Data to process ▸
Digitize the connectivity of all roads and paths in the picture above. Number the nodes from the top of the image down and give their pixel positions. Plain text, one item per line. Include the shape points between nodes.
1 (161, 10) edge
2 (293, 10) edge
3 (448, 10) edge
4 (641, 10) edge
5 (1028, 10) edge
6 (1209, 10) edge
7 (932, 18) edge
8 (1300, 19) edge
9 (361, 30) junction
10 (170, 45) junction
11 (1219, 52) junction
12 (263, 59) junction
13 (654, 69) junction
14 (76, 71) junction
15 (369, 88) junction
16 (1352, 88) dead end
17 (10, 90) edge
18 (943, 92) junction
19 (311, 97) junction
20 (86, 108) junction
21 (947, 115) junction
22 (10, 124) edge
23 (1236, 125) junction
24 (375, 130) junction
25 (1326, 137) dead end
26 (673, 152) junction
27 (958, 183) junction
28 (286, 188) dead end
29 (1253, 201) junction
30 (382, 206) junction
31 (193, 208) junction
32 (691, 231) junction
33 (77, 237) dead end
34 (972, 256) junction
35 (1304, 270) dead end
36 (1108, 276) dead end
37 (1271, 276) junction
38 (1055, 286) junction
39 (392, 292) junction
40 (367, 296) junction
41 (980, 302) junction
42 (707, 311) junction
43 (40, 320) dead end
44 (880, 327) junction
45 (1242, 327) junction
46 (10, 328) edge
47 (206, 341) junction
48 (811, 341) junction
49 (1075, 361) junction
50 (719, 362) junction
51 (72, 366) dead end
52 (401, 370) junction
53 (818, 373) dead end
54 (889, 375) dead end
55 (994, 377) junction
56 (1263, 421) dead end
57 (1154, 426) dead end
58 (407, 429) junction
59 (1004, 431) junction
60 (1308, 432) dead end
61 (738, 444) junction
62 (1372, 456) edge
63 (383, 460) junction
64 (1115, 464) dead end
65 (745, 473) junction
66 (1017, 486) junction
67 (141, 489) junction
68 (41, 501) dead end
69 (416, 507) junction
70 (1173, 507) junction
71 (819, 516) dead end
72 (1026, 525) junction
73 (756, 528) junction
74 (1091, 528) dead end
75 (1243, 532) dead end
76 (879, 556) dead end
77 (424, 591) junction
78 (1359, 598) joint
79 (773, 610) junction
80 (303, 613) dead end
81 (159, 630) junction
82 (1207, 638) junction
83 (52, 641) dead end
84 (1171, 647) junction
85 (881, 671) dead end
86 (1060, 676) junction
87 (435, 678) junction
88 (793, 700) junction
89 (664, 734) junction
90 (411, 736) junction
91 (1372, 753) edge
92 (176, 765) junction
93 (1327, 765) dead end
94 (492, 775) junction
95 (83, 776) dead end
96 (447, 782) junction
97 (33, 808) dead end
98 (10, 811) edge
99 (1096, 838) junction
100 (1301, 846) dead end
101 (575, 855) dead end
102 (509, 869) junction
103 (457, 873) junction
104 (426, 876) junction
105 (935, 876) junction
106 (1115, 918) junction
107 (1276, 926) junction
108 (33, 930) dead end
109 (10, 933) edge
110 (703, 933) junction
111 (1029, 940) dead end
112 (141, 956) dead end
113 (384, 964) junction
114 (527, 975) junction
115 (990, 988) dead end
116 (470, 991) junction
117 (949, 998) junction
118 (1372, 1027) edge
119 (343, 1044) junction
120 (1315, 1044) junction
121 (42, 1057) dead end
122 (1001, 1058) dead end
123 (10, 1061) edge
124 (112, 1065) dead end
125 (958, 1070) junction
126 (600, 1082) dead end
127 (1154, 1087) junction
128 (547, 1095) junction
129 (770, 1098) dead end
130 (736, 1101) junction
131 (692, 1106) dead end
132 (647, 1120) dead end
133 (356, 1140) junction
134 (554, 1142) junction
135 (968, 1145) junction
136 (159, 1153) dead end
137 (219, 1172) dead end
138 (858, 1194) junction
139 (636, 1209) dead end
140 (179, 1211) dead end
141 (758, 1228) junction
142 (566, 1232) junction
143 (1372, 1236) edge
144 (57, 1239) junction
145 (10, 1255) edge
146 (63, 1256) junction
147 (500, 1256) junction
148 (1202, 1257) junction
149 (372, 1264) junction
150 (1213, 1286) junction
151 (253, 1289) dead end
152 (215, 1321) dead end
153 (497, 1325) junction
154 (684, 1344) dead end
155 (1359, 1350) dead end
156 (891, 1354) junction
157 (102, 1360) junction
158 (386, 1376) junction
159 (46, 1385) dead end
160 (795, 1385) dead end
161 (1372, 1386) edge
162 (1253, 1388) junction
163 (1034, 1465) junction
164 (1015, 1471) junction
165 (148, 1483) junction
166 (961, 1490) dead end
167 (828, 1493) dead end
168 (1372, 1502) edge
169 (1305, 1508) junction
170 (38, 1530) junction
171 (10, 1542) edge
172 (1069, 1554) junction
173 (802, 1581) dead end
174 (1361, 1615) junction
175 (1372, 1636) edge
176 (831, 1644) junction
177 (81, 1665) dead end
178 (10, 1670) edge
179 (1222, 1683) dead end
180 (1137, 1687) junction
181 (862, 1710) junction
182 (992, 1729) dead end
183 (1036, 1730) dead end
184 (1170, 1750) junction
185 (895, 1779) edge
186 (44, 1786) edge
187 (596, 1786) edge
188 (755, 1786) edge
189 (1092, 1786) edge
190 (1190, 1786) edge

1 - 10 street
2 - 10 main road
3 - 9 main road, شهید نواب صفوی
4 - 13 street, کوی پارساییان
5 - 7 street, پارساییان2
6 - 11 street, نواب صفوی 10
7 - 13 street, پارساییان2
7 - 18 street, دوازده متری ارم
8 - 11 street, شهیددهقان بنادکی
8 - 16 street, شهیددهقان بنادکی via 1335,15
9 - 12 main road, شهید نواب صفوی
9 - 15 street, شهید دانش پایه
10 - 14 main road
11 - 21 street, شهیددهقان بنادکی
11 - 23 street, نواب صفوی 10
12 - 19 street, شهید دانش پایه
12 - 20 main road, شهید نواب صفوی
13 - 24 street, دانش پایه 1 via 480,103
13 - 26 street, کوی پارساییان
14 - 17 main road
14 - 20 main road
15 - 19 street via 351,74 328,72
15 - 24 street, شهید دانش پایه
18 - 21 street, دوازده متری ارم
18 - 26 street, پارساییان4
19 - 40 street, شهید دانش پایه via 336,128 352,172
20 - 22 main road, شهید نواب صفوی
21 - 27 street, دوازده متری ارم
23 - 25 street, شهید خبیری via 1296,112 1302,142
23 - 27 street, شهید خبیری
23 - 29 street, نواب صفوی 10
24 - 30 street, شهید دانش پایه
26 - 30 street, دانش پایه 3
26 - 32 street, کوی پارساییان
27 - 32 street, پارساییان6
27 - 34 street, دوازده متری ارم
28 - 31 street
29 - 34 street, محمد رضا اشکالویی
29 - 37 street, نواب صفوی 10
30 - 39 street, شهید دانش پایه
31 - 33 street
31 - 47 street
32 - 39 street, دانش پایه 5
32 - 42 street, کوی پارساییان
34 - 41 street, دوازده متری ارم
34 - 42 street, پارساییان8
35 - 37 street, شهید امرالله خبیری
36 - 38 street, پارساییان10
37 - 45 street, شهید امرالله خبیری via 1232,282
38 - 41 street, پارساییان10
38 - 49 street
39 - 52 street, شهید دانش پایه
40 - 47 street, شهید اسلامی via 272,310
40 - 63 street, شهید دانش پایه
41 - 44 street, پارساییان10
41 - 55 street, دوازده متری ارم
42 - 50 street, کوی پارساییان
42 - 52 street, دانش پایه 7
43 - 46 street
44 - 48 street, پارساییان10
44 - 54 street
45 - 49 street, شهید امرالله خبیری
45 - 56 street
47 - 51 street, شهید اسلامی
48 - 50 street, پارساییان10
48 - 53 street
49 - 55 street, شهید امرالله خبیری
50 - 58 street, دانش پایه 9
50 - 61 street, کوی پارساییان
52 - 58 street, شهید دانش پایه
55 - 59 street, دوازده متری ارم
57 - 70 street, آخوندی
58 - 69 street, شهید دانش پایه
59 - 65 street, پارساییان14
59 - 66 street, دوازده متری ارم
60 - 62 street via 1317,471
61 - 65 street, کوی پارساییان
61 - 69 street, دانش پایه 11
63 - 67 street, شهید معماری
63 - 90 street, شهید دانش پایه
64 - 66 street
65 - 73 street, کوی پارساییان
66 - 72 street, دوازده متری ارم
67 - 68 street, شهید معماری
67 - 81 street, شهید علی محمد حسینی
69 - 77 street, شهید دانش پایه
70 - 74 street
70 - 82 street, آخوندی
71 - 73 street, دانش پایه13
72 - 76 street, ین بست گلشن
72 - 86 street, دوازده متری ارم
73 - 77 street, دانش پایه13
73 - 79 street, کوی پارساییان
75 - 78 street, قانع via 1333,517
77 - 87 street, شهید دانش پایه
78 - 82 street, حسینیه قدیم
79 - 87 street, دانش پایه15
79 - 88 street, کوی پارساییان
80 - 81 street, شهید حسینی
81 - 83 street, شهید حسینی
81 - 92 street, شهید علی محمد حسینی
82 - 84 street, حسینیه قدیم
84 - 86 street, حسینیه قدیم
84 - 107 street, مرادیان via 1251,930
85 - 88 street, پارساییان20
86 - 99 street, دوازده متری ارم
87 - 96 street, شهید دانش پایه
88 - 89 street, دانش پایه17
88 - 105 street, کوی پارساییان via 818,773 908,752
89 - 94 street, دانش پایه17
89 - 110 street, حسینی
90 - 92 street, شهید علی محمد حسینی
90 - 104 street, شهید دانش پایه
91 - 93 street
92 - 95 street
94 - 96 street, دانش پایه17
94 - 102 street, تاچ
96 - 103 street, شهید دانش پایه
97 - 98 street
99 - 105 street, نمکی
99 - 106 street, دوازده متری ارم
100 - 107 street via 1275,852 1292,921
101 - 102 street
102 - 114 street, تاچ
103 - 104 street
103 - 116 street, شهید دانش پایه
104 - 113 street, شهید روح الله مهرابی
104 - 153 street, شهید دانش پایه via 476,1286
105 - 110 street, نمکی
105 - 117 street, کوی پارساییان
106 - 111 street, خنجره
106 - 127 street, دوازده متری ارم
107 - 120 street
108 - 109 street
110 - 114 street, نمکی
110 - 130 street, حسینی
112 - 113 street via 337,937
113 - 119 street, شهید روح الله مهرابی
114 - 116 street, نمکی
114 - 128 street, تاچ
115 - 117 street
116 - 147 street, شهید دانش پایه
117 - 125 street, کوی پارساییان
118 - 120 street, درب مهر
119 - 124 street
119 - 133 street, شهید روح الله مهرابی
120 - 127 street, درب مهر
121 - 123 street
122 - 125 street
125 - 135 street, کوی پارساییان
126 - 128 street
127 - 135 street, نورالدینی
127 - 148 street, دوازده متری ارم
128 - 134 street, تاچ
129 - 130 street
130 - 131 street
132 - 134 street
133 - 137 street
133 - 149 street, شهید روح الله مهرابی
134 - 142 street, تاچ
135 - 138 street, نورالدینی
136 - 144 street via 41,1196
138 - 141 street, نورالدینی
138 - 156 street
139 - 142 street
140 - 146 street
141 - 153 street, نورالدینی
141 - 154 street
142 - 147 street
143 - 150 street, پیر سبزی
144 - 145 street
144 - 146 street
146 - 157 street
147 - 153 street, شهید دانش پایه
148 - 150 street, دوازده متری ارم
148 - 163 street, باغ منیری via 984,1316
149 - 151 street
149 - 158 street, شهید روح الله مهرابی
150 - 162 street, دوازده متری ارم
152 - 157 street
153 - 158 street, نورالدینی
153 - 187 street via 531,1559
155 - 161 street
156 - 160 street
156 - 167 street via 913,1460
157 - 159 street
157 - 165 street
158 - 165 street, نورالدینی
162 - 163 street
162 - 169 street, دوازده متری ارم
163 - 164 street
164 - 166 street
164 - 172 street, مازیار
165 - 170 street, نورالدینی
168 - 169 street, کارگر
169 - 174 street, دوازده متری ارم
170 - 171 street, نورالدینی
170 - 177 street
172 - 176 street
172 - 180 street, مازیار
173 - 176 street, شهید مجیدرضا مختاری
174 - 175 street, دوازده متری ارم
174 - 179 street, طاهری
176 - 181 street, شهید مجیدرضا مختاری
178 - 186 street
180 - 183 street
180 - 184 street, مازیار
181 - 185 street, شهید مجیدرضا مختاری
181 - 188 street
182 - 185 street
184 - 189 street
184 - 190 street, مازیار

How to complete this task ▸ Pull out every line of the records that includes the string "صفوی".

Exercise result ▸
3 - 9 main road, شهید نواب صفوی
6 - 11 street, نواب صفوی 10
9 - 12 main road, شهید نواب صفوی
11 - 23 street, نواب صفوی 10
12 - 20 main road, شهید نواب صفوی
20 - 22 main road, شهید نواب صفوی
23 - 29 street, نواب صفوی 10
29 - 37 street, نواب صفوی 10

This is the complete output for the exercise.